Assignment
Look below for the line containing "index tip: (526, 493)"; from there, print each line exactly up to and including the line containing "ring mcp: (431, 340)", and stop.

Supplied records
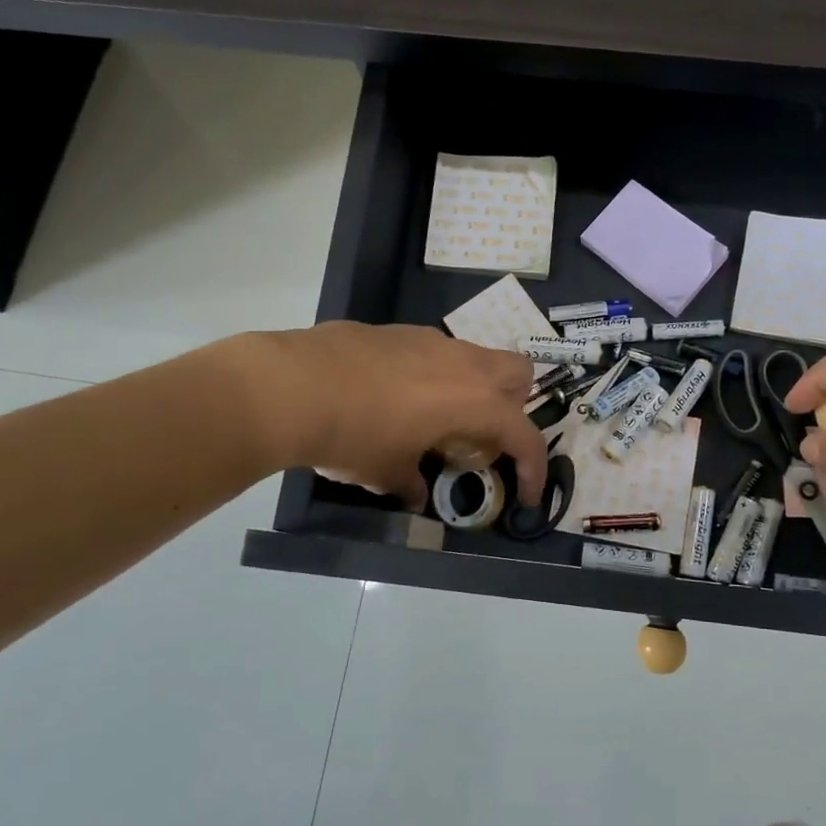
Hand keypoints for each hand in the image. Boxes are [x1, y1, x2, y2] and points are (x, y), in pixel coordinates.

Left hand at [235, 322, 546, 510]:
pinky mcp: (399, 331)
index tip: (526, 493)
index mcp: (474, 401)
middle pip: (518, 373)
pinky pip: (435, 351)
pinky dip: (433, 374)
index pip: (524, 434)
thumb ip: (411, 484)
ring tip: (434, 418)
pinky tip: (394, 396)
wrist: (293, 385)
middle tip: (482, 436)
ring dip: (472, 387)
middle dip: (513, 405)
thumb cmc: (354, 436)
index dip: (533, 467)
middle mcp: (464, 364)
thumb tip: (417, 495)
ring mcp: (431, 340)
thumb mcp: (386, 473)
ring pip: (475, 356)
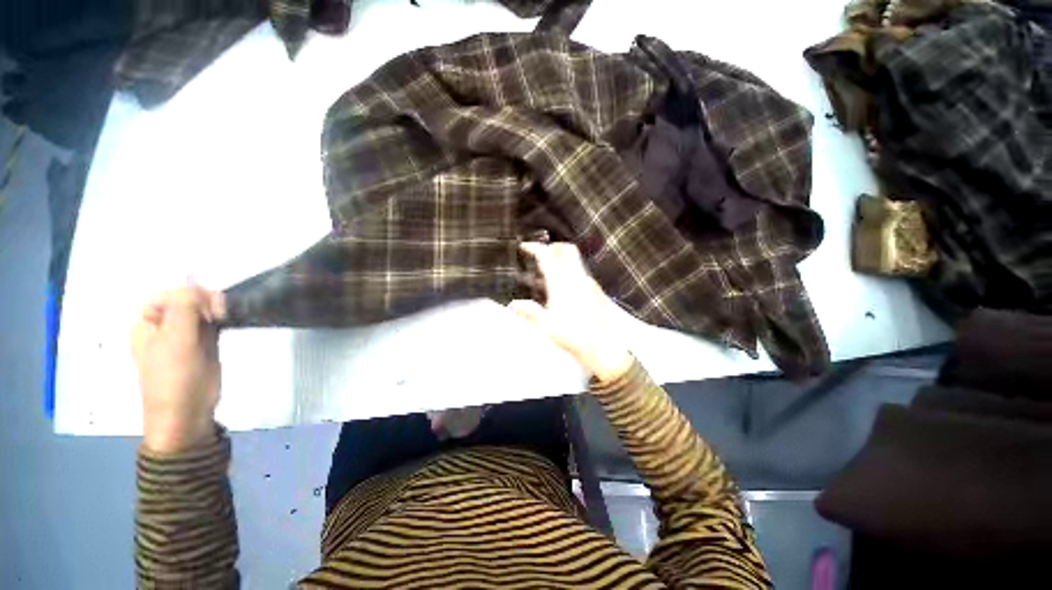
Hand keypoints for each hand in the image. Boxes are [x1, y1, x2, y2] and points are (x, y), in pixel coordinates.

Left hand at [131, 286, 224, 453]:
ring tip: (225, 318)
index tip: (209, 308)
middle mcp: (163, 326)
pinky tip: (228, 321)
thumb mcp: (176, 340)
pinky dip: (221, 319)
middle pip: (186, 299)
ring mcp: (184, 335)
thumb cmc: (175, 378)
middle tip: (220, 313)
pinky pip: (211, 322)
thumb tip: (192, 278)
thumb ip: (183, 307)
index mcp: (147, 323)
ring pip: (201, 310)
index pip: (169, 293)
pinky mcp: (203, 344)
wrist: (188, 413)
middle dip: (205, 301)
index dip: (189, 295)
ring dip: (215, 309)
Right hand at [509, 242, 632, 382]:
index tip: (524, 246)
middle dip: (553, 247)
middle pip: (567, 250)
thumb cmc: (572, 335)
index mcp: (562, 283)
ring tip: (547, 275)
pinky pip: (580, 274)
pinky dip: (569, 273)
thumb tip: (513, 304)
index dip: (535, 248)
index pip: (547, 256)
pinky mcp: (596, 291)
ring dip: (561, 261)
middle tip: (541, 254)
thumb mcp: (546, 326)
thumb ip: (529, 311)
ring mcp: (589, 283)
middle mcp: (577, 278)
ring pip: (575, 262)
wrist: (603, 346)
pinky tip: (563, 290)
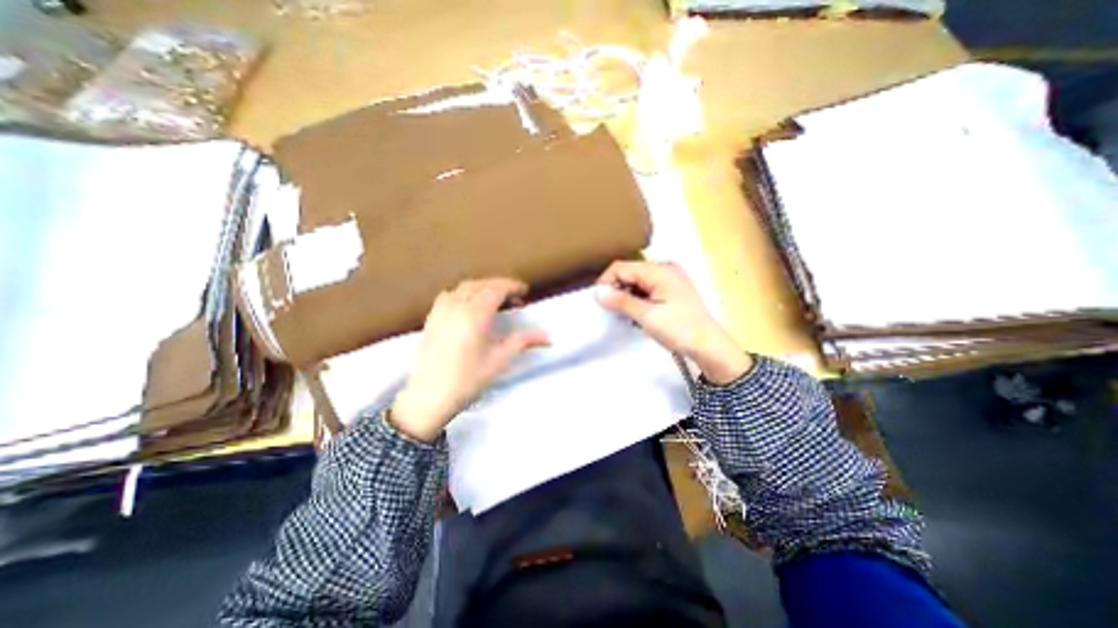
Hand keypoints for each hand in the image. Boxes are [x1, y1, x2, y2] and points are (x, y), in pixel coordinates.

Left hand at [391, 276, 550, 442]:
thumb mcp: (499, 361)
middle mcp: (456, 306)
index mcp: (474, 315)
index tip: (525, 291)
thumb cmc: (467, 380)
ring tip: (493, 300)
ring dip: (481, 287)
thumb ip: (522, 342)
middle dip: (498, 285)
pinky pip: (449, 295)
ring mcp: (440, 311)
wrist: (428, 398)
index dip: (512, 286)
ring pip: (463, 287)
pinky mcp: (431, 319)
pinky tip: (469, 308)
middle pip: (479, 284)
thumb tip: (548, 337)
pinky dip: (463, 293)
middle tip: (514, 297)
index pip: (495, 289)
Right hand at [593, 256, 749, 381]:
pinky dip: (635, 299)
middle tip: (611, 310)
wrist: (709, 346)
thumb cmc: (679, 330)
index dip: (606, 282)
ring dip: (625, 295)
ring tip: (623, 314)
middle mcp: (664, 268)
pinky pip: (644, 288)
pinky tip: (635, 314)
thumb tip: (596, 292)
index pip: (622, 267)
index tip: (599, 302)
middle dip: (616, 289)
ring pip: (635, 281)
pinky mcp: (669, 289)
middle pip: (628, 272)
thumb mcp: (647, 316)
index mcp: (659, 270)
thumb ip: (621, 301)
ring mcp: (668, 278)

Exercise solution
index tip: (526, 493)
index mcp: (474, 401)
middle pip: (518, 373)
pinky pip: (435, 351)
pinky dip: (433, 374)
index pip: (524, 434)
thumb ip: (411, 484)
ring tip: (434, 418)
pinky tip: (394, 396)
wrist: (293, 385)
middle tip: (482, 436)
ring dip: (472, 387)
middle dip: (513, 405)
thumb cmc: (354, 436)
index dip: (533, 467)
middle mcp: (464, 364)
thumb tip: (417, 495)
ring mcp: (431, 340)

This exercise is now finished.